### Exercise prompt
Go over the data and keep only the lines that include "Fordham".

### Given records
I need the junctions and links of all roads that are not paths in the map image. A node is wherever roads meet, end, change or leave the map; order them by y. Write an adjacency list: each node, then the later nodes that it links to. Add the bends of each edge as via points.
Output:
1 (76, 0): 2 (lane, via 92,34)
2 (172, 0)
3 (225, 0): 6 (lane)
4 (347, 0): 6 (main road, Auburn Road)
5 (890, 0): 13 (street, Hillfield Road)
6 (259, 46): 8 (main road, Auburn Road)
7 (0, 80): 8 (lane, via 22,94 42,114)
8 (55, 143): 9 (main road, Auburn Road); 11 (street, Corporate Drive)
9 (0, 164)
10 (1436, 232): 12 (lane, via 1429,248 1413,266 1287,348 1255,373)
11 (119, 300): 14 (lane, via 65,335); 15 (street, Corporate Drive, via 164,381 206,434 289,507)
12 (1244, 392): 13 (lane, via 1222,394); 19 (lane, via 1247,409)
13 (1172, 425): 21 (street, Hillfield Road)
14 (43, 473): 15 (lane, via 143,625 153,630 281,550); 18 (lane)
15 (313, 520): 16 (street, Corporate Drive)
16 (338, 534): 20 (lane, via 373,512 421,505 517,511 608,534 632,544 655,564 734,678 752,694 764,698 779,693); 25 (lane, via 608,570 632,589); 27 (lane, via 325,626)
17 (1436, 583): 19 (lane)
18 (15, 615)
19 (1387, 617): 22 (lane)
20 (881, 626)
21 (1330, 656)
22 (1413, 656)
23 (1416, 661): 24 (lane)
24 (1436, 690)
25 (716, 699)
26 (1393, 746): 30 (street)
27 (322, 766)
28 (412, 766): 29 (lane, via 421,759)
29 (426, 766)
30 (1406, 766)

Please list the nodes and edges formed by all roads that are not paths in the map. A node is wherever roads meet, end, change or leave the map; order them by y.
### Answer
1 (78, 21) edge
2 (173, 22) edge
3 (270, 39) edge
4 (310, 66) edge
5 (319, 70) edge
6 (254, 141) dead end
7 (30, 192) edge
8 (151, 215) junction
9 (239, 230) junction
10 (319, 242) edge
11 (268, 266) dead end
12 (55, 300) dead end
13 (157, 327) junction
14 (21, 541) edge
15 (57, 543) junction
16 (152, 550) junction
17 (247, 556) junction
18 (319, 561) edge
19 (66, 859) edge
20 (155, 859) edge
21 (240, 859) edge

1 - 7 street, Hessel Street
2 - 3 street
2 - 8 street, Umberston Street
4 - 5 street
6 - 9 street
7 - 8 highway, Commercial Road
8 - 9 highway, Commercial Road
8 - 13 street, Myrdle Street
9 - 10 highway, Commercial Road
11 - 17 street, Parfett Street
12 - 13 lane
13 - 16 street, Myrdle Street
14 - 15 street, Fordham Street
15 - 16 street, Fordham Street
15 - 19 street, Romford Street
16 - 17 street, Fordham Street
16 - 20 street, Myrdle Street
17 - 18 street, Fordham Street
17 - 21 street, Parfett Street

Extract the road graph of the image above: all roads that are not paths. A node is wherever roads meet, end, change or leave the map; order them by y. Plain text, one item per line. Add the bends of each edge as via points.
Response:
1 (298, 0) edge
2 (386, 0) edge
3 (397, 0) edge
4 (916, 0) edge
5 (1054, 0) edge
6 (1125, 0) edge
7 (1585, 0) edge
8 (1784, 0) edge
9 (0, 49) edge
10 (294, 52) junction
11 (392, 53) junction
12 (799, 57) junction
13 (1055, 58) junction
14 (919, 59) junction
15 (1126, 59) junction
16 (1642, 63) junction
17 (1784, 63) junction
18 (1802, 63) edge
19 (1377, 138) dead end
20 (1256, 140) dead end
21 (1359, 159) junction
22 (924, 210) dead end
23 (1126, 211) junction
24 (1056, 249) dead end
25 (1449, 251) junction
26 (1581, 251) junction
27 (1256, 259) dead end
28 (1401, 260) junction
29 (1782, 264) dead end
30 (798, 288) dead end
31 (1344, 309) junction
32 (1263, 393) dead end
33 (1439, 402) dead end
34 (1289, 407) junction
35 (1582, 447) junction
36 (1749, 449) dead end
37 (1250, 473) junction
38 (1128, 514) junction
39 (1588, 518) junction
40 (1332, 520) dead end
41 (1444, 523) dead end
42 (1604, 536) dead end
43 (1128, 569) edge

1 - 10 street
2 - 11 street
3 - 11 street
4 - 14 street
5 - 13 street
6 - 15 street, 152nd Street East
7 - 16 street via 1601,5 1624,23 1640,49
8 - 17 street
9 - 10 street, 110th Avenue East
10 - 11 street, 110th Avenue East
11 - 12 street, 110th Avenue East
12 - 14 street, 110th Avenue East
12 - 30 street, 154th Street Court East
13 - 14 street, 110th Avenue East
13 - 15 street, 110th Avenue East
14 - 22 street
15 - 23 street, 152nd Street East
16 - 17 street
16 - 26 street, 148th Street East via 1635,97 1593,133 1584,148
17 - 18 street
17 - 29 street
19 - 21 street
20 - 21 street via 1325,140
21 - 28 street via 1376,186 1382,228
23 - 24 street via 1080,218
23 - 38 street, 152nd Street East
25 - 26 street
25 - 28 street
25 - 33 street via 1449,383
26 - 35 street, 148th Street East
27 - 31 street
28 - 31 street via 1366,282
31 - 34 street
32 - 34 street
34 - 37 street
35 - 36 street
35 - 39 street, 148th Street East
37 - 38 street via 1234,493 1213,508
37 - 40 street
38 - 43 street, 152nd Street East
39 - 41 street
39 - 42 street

### Your response
14 - 15 street, Fordham Street
15 - 16 street, Fordham Street
16 - 17 street, Fordham Street
17 - 18 street, Fordham Street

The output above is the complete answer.